Written by Sofia Chang

Graphic by Gracelyn Prom


The year is 1956, and the San Francisco Chinatown is under attack. A federal grand jury has just subpoenaed eight major family associations for immigration fraud. Chinatown residents – including elderly people in grocery stores and children on playgrounds – are questioned by police about immigration status and ties to communism. Tourism has dropped thirty percent; tensions are high because of the Red Scare.

Incidents like the 1956 subpoena crisis proved that American society still saw Asian-Americans as “others.” In response, Chinese-Americans in San Francisco decided they needed to rewrite the script of what it means to be Chinese in America. Thus, Miss Chinatown USA was born.


The first Miss Chinatown USA pageant occurred in 1958. The winner, June Gong, in many ways exemplified what people wanted from Miss Chinatown. She was beautiful and an experienced pageant competitor. She was a home-economics major, and audience members could comfortably imagine her as the perfect housewife. She was popular, even by the standards of the white culture; at her predominantly white school, she’d been crowned football queen.

Choosing winners like June Gong was intentional. Indeed, Miss Chinatown – with its roots in patriarchy, exploitation, assimilation, capitalism, and gentrification – had always been political.

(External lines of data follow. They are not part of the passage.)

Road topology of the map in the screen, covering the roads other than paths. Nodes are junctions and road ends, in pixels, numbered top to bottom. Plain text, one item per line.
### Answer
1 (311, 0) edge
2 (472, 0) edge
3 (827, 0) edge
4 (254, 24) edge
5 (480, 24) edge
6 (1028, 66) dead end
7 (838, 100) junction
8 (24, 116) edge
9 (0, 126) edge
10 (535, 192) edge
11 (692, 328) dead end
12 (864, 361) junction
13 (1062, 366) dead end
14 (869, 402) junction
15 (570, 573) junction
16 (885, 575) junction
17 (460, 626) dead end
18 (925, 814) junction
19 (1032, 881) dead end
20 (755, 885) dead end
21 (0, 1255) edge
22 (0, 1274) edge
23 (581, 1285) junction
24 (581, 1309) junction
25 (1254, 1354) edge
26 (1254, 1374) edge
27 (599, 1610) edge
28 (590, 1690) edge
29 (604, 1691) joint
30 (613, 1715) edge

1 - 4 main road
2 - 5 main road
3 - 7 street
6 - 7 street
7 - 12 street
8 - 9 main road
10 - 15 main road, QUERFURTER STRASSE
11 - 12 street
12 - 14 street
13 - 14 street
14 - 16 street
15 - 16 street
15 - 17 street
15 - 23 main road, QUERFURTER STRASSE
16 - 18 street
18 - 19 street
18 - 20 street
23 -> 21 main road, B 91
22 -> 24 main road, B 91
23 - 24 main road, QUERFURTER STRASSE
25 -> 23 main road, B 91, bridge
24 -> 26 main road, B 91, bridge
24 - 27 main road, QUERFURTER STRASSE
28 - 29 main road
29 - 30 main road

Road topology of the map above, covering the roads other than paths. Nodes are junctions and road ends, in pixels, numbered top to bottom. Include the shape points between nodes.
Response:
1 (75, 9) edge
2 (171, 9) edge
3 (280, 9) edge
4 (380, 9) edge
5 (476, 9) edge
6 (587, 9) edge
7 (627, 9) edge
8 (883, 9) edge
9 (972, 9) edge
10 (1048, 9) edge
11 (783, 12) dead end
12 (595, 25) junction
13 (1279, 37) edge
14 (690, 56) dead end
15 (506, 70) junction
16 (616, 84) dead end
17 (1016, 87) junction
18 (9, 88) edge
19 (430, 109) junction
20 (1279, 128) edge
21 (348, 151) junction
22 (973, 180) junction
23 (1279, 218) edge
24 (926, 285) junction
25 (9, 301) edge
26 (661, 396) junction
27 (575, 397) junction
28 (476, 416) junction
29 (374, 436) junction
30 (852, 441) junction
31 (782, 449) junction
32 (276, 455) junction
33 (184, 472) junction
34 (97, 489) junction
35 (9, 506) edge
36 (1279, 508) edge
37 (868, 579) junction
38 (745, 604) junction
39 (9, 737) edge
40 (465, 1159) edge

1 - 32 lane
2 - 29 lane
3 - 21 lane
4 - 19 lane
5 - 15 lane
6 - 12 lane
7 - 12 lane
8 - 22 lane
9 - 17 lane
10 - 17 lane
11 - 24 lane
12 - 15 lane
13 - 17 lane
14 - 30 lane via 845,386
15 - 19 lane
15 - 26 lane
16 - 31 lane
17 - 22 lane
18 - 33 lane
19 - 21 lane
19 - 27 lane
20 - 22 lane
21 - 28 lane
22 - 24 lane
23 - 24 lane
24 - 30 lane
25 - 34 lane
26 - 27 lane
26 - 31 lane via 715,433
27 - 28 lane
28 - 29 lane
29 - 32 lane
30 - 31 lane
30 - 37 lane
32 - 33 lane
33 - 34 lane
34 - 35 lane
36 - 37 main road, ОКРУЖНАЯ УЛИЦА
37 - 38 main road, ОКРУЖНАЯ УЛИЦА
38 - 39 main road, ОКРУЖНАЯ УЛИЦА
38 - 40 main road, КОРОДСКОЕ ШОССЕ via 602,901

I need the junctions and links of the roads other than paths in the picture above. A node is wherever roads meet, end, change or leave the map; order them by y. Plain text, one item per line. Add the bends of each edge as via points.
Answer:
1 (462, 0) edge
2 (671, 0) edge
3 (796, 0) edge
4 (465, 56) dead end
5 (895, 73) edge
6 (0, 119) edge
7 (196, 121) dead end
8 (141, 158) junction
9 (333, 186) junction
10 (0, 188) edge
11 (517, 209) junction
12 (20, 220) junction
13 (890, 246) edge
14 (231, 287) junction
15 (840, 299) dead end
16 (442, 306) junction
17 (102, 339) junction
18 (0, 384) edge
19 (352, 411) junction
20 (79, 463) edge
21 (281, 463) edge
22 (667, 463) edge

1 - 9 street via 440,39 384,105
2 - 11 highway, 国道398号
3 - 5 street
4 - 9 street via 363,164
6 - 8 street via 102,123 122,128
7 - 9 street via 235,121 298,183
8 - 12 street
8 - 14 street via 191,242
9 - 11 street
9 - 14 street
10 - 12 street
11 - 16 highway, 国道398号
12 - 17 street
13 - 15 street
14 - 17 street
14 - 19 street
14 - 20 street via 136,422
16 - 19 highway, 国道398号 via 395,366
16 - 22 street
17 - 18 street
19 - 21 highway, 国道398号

By hosting this pageant, organizers wanted to flaunt the cultural flair of Chinatown while simultaneously positioning Chinese-Americans as part of mainstream American society.


The first part of the equation was to propagate an orientalist China-doll fantasy. To do so, community leaders appealed to familiar images of the East: tight, “exotic” cheongsams – the national dress of Kuomintang China. The cheongsam resembled the dress worn by Madam Chiang Kai-shek, serving as yet another reminder that Chinese-Americans were decidedly anti-communist. Community leaders, however, encouraged contestants to wear a more sexualized version of the dress, with a particular emphasis on the side slit, which “endow[ed] the basically simple cheongsam with a touch of intrigue…a tantalizing suggestion about the beauty of its wearer (Low).” To local officials, sex appeal bolstered pageant viewership, which, in turn, bolstered business and tourism. One titleholder explained, “We bring so much business to San Francisco and they don’t compensate [us for] the trouble and hard work of the girls (Wu).”

This all contributed to the image of Chinese women as sexualized, submissive housewives. Chinese men who, historically, had been emasculated by white society, used this portrayal to their advantage: The existence of the docile Chinese housewife implied the existence of a masculine, breadwinning husband. In these ways, pageant organizers utilized the China-doll pageant queen to make Chinese-American society appealing to Western eyes.


The second part of the equation was to ensure that Miss Chinatown never strayed too far from whiteness. It was important to be distinctively Chinese, which is why brochures often bragged about Chinatown’s resemblance to “the Orient.” And yet, it was almost equally as important to feel familiar and comfortable to white audiences. For example, the most successful contestants in earlier years had eurocentric features like large, double-lidded eyes and high nose bridges – even better if participants were part-white. (But God forbid if they were part-Black: One Trinidad-born contestant, Arlene Scott Sum, competed for Los Angeles, but her picture is the only one in Miss Chinatown history to never be showcased in any materials.)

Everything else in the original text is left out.